Berkeley DB Programmer's Reference: Introduction

What can you do with Berkeley DB?

Berkeley DB was designed to provide database functionality for applications. It is a classic C library style toolkit, providing a broad base of functionality to application writers. Berkeley DB is powerful enough to use as the underlying support for large network servers. There are many large, complex multi-threaded servers running on fast, multi-processor machines, depending on Berkeley DB transaction semantics for recovery after system or application failure.

Most Berkeley DB applications fall into two categories: simple data management, and data management with recovery. In simple data management, applications use the Berkeley DB access methods to manage their data without concern for application or system failure. The only Berkeley DB interfaces that are necessary for this purpose are the Access Method interfaces and potentially the locking subsystem if the data is not read-only and more than a single thread of control will be accessing the database simultaneously. In data management with recovery, the Berkeley DB locking, logging, and transaction subsystems are wrapped around the simple data management accesses to the database, providing complete recoverability in the face of application or system failure.

Generally, both of these categories involve embedding Berkeley DB directly into the process' address space. It is also possible to implement client-server models using Berkeley DB. In such case, the application writer uses Berkeley DB to implement the server as described above, and then chooses an IPC mechanism which the client will use to talk to the server. (Note, the Berkeley DB distribution does not include an IPC mechanism, and it is up to the application writer to implement this functionality.)

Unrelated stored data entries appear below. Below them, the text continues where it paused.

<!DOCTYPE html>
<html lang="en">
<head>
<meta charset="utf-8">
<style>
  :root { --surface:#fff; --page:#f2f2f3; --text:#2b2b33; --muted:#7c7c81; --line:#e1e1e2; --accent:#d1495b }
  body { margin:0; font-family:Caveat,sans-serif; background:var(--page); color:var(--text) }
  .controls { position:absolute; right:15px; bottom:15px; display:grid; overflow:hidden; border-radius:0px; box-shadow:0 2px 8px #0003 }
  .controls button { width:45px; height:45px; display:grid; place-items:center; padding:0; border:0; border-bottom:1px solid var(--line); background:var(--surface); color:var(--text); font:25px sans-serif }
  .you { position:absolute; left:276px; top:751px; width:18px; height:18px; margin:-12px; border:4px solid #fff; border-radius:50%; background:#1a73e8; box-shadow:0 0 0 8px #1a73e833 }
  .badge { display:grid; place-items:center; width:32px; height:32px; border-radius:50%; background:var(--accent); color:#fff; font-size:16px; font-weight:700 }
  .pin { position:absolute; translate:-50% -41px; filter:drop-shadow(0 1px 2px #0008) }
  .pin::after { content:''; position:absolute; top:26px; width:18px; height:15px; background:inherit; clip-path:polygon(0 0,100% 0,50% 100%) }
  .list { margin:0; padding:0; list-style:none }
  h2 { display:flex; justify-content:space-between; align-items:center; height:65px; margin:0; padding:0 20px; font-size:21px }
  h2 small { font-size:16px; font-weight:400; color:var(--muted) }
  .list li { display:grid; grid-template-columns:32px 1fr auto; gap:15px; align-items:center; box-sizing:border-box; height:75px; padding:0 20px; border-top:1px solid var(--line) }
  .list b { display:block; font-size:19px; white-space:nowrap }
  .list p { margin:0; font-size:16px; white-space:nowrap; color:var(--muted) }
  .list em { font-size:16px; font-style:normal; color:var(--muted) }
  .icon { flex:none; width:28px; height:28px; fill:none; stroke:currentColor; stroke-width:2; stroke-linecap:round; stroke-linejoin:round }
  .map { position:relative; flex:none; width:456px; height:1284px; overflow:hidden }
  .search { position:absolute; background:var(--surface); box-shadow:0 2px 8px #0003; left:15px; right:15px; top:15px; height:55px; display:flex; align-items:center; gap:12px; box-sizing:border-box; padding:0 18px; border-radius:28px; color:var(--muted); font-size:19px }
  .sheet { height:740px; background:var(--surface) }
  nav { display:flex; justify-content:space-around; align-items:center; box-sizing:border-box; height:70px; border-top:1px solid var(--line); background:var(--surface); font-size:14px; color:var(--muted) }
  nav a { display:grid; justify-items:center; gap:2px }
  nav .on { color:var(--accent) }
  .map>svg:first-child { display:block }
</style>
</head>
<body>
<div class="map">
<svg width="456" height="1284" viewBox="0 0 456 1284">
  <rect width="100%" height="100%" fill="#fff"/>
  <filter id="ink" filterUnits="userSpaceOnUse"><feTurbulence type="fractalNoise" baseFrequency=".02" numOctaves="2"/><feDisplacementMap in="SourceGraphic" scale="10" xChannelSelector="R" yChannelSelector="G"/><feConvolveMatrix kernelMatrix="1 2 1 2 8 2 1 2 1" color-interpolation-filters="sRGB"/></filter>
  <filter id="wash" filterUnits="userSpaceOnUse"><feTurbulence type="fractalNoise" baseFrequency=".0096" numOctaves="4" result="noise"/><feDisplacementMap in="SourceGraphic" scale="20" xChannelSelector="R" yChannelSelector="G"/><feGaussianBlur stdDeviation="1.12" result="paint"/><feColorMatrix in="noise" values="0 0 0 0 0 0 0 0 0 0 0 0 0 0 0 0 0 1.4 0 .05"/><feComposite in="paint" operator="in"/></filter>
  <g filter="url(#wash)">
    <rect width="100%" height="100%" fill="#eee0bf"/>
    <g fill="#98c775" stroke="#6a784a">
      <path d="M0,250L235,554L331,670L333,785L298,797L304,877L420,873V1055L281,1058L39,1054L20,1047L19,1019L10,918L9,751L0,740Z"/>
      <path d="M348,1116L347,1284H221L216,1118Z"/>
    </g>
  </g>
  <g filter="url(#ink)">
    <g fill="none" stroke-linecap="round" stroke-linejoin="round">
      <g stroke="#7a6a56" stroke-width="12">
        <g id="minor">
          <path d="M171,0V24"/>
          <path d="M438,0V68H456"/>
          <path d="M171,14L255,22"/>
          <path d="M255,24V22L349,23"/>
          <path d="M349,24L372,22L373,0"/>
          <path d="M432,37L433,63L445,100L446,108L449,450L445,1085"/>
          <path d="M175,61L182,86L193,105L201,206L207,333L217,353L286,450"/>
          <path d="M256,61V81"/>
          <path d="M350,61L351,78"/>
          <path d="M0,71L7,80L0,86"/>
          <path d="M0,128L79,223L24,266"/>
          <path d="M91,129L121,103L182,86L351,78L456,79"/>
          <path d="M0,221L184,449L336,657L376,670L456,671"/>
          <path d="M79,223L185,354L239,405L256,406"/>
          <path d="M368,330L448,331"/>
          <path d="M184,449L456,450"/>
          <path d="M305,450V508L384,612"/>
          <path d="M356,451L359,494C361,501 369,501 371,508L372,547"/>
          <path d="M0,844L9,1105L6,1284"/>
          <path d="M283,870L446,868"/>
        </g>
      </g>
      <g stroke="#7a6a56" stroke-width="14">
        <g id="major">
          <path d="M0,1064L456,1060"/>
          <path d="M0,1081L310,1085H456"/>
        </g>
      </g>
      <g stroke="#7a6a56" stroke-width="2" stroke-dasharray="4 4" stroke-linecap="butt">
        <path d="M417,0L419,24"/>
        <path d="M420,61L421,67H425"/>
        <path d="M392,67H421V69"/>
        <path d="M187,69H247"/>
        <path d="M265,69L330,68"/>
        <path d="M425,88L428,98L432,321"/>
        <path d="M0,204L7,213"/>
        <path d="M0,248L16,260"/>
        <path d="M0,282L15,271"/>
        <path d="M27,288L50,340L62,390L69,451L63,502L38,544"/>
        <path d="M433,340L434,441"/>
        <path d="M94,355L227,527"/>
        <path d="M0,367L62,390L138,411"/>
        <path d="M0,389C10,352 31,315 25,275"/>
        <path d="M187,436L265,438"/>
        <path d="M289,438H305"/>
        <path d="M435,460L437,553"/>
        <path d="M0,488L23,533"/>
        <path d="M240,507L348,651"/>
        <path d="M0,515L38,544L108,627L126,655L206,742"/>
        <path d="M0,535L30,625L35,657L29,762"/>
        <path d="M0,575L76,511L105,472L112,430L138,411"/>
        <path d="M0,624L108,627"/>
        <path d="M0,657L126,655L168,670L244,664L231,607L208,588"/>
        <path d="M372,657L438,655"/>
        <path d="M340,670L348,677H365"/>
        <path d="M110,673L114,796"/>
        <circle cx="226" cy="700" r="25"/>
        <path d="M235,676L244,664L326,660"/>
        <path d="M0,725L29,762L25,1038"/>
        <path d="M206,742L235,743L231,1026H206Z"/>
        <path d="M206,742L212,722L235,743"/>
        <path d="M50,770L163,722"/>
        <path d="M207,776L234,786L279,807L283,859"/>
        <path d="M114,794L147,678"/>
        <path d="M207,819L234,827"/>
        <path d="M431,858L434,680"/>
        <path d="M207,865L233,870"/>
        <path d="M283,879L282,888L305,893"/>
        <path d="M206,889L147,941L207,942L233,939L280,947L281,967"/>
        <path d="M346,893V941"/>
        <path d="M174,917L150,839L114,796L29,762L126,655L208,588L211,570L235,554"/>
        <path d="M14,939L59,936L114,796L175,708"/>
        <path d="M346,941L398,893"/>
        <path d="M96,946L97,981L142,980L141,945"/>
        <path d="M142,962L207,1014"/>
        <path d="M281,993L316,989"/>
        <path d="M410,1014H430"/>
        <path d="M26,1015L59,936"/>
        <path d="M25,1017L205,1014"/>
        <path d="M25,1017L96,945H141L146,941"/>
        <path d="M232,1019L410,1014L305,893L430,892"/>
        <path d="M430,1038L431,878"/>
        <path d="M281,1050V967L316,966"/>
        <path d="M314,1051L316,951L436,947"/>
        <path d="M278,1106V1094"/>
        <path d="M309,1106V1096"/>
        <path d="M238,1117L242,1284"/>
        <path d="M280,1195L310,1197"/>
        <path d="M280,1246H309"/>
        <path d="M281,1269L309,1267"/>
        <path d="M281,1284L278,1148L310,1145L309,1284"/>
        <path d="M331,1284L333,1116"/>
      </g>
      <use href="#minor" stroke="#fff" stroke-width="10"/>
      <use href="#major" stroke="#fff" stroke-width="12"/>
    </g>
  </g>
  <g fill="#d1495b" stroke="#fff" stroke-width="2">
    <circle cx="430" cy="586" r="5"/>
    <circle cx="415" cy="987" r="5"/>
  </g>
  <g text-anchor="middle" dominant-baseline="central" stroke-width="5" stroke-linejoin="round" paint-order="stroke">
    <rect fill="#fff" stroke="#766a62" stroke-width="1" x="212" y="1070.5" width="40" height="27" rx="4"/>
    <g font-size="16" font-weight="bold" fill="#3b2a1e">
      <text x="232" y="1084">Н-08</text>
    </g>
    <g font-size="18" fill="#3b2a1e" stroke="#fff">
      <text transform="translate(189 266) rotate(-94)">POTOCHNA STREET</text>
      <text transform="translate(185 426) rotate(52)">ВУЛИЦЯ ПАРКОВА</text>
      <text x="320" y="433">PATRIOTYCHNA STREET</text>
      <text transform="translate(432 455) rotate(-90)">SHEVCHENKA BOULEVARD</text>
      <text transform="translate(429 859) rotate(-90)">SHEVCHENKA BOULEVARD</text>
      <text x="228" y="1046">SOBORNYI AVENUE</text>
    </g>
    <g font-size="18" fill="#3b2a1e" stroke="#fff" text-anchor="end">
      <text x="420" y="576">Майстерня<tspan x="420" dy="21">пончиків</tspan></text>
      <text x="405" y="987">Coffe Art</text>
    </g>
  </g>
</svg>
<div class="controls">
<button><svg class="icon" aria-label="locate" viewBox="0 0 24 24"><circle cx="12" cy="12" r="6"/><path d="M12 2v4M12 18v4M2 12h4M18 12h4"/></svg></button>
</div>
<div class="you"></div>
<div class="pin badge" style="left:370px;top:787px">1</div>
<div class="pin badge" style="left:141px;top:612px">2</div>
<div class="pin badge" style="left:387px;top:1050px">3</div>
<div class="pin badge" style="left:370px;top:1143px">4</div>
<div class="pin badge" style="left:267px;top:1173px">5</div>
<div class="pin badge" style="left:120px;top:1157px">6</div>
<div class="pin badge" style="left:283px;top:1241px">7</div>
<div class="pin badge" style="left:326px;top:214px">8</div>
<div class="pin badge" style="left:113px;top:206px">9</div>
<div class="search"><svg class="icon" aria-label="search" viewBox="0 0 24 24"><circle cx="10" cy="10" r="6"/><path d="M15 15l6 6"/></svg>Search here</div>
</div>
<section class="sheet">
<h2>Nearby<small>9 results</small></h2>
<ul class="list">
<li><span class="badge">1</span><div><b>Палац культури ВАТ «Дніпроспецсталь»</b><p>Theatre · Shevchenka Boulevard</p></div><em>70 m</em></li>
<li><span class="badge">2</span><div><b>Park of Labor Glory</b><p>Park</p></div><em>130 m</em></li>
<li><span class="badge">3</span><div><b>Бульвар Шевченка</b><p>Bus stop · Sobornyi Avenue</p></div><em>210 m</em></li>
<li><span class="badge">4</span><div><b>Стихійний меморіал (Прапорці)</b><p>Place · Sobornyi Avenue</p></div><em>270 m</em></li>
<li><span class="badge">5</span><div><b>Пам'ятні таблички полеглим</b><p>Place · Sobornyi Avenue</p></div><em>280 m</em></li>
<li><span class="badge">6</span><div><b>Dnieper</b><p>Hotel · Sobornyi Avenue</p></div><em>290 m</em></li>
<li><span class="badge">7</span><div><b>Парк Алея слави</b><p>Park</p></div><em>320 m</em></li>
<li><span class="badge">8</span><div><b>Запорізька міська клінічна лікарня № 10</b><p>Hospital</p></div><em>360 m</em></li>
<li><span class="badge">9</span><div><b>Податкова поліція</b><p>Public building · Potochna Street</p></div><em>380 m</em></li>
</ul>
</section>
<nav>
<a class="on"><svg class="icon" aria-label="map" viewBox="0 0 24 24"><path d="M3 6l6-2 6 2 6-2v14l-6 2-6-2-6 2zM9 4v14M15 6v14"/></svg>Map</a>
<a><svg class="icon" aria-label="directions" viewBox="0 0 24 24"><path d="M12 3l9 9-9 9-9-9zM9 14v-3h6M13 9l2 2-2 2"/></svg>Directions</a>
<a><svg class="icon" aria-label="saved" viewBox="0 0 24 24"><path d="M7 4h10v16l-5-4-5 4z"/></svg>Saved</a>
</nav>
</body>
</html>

While Berkeley DB's primary purpose is to provide a complete database environment to applications, it is important to realize that Berkeley DB includes general-purpose shared memory buffer-pool and general-purpose lock manager interfaces, among others. These interfaces are directly useful to application writers that may have no interest in databases.

Additionally, because of the tool-based approach and separate interfaces for each subsystem, you can support a complete transaction environment for other system operations, e.g., Berkeley DB allows you to wrap transactions around the standard UNIX read/write operations! Further, Berkeley DB was designed to interact correctly with the UNIX toolset, a feature no other database package offers. For example, Berkeley DB supports "hot backups" (database backups while the database is in use), and you can use the standard UNIX tools to do those backups, e.g., dump(1), tar(1), cpio(1), pax(1) or even cp(1).

Finally, because scripting language interfaces are available for Berkeley DB (notably Python, Tcl and Perl), application writers can build incredibly powerful database engines with little effort, (e.g., you can build transaction-protected databases using your standard scripting languages, an increasingly important feature in a world using CGI scripts to deliver HTML).